Gamblers know that, when they visit a casino, surveillance cameras will follow them almost everywhere they go. Off-limits, however, are bathrooms, except for the Winpot Mérida casino in Playa del Carmen, Mexico.
A former employee of the casino made the stark revelation on social media. She accused it of installing hidden cameras in the women’s public bathroom, and provided images to support her claim.
While still working at the casino, she tried to discuss the invasion of privacy with her bosses. However, instead of engaging in productive dialog, they opted to fire her.
Bathrooms Are Common Areas
When the then-employee approached her boss after discovering a camera, she received a reply that contradicts Mexico’s privacy laws. The casino manager told her that bathrooms are “common areas” and, therefore, eligible for the placement of security cameras.

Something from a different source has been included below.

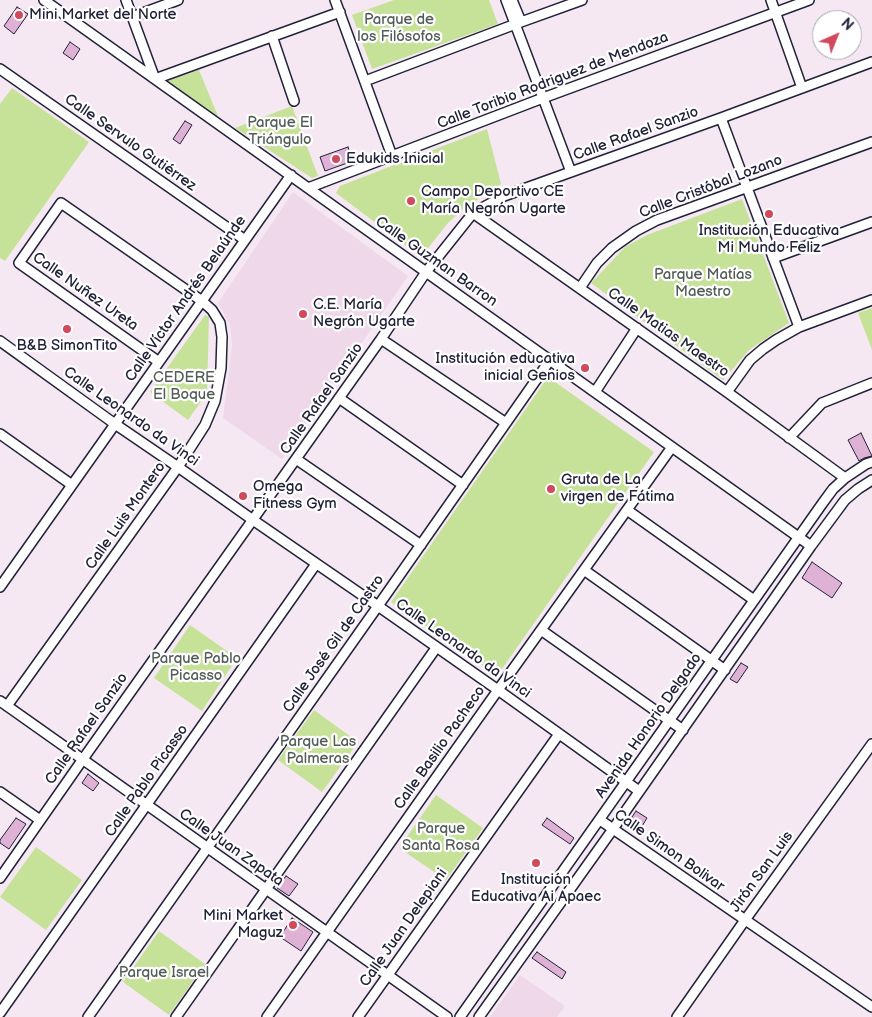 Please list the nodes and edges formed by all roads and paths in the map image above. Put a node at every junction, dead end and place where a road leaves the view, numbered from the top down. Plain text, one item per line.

What the manager, only identified as Juan Manuel V.Z., left out was that the law stipulates that cameras must be visible and identifiable. There must also be signage to indicate that the cameras exist.
In Winpot Mérida’s situation, the camera was barely noticeable in the far reaches of a corner of the bathroom. However, it could clearly capture almost everything that was going on, based on the images the employee posted on social media. In addition, a local media outlet reportedly has video and stills the casino captured.
The biggest part the manager missed was that bathrooms are not common areas, according to law. Mexico’s Organic Law on Data Protection and Guarantee of Digital Rights, in Article 89, specifically states that “cameras in the bathroom are totally prohibited by law.”
At the very least, the employee wanted to see the casino post a sign to inform those entering the bathroom about the camera. However, the manager refused and fired her, instead.
In many areas with a casino presence, the laws permit the installation of casinos only up to the entry into the bathroom. This is the case in Nevada, California, Australia, Spain and others.
Pattern of Negligence
The Winpot has previously shown that it doesn’t mind bending the rules to suit its own end game. Last November, police shut it down for violating several rules that responded to the COVID-19 pandemic.
Mexico had ordered casinos to shut down no later than 1 AM, but Winpot ignored the order. In addition, when police responded to a complaint, they found the casino had ignored the maximum capacity regulation in place at the time.
In addition, in March of last year, Winpot saw it as an economic opportunity. Until forced to stop, it was charging non-member customers MXN500 (US$25.18) to conduct a COVID-19 test before entering the casino.
Hidden Cameras in Mexico a Problem
This isn’t the first time the Mexican public has had to deal with hidden cameras where they shouldn’t be. This past May, students at a school in Monterrey, Las Brisas Academy, found cameras hidden in the bathrooms. The school is open to elementary and high school students.
After several pupils found the devices in trash cans and elsewhere, they reported the discovery to their parents, who confronted the school’s director. He, like Winpot’s manager, said the cameras were there for security reasons.
The parents didn’t buy it. Police later charged the director with child pornography, sexual harassment and more.